### Data records

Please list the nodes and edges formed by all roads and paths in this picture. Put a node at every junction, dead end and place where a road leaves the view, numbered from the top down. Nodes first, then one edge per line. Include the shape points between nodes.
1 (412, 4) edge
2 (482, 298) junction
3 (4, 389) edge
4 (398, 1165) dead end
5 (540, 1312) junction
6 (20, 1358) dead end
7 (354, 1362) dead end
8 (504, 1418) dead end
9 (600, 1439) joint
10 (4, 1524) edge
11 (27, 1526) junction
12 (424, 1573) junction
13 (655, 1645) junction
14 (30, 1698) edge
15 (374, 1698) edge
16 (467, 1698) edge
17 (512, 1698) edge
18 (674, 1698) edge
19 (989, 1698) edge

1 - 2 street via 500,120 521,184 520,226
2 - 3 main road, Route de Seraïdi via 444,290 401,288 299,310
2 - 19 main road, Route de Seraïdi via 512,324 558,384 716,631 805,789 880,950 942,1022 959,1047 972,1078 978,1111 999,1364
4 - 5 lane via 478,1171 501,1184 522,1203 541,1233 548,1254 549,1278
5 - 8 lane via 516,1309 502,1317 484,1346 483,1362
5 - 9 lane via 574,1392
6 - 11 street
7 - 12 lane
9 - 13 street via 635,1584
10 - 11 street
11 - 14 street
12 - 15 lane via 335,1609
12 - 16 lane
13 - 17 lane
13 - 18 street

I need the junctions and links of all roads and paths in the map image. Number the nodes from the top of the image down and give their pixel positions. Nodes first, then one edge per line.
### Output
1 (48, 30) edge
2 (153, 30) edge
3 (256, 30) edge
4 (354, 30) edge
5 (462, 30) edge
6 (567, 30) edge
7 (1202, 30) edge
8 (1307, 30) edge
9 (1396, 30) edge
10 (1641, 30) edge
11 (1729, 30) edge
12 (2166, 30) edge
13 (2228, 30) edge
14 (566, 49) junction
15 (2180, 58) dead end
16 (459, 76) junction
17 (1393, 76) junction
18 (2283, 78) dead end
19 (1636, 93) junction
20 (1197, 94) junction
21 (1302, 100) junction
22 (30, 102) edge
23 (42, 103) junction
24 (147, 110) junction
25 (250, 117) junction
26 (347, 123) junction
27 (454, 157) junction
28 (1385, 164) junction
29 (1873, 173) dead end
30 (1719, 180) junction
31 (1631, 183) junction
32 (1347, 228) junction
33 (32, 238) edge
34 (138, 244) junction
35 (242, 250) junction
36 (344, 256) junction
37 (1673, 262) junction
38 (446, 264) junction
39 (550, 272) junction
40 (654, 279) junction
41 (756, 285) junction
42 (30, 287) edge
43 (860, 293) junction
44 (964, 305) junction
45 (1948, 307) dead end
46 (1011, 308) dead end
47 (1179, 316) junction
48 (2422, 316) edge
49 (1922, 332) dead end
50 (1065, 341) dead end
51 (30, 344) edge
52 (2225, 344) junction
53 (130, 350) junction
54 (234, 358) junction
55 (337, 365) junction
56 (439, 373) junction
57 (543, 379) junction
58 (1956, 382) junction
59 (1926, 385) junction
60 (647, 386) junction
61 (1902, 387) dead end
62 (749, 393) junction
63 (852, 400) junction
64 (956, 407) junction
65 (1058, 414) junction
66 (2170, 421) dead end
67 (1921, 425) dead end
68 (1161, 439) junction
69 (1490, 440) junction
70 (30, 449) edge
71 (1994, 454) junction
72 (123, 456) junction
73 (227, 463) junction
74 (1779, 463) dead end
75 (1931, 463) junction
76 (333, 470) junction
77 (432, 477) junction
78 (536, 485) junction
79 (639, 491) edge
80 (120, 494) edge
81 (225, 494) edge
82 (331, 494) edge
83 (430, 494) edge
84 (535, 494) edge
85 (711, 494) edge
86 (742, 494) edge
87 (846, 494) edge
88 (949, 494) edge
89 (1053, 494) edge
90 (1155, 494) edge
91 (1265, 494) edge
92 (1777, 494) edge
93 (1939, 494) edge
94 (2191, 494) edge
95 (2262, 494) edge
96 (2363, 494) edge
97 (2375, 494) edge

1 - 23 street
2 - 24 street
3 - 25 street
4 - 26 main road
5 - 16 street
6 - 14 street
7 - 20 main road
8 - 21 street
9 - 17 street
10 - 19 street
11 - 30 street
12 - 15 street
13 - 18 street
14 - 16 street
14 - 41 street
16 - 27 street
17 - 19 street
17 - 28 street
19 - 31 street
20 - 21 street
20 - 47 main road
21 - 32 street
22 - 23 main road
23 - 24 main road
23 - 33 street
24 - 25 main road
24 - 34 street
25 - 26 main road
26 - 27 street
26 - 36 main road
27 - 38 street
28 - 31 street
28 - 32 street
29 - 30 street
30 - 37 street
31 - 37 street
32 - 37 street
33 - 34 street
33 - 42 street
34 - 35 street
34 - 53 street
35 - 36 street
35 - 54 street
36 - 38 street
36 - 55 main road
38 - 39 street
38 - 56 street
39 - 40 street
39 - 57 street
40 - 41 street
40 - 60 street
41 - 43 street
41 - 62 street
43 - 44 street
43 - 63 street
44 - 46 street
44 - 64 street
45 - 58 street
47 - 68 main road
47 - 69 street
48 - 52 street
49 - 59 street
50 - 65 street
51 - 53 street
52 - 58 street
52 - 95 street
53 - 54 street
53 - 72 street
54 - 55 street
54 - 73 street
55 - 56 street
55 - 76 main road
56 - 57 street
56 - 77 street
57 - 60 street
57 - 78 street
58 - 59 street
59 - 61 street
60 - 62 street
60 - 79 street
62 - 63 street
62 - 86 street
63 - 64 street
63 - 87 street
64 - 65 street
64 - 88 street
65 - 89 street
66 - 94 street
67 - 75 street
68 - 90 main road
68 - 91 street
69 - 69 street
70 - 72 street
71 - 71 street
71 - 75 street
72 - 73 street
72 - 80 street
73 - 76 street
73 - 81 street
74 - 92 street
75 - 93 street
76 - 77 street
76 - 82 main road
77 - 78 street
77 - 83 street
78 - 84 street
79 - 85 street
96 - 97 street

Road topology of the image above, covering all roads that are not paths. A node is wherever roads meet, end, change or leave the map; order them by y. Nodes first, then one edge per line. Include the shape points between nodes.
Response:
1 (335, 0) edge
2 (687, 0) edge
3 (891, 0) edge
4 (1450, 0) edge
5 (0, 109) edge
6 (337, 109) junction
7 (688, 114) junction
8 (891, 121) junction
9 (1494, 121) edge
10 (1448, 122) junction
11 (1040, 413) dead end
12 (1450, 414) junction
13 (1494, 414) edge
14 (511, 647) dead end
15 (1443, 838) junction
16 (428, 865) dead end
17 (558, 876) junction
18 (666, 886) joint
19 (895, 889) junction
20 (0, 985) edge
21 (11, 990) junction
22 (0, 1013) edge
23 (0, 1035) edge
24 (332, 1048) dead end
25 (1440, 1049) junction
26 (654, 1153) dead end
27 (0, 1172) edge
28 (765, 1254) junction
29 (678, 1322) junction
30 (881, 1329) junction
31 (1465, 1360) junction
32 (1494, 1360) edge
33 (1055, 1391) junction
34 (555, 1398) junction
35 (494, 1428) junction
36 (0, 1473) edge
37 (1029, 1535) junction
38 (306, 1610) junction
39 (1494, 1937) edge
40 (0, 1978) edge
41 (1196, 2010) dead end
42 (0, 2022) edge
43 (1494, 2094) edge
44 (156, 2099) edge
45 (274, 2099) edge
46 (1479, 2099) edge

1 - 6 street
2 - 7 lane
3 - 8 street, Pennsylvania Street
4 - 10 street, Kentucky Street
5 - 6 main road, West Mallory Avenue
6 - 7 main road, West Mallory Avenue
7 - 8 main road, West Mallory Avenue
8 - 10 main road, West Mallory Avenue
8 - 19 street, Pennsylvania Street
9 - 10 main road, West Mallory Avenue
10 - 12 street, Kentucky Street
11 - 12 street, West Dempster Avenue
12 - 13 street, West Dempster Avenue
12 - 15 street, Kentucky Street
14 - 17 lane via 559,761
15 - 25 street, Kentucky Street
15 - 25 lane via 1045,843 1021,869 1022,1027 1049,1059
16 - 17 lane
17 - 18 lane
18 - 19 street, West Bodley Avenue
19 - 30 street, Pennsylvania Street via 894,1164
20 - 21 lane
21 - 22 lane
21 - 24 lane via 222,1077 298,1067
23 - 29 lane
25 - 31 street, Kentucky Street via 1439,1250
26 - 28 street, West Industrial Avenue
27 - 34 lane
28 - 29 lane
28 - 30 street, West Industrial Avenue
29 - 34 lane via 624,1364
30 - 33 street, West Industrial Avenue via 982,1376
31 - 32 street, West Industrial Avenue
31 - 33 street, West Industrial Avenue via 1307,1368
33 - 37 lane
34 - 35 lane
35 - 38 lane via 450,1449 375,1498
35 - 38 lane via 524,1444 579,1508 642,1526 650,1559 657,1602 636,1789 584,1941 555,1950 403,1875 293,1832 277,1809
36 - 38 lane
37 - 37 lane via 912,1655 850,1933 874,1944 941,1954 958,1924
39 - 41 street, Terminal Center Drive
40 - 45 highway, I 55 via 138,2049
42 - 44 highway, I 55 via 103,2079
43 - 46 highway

######

◆ Directions for this task: In the entries above, find each line with the string "Pennsylvania" and copy it.

◆ Result below:
3 - 8 street, Pennsylvania Street
8 - 19 street, Pennsylvania Street
19 - 30 street, Pennsylvania Street via 894,1164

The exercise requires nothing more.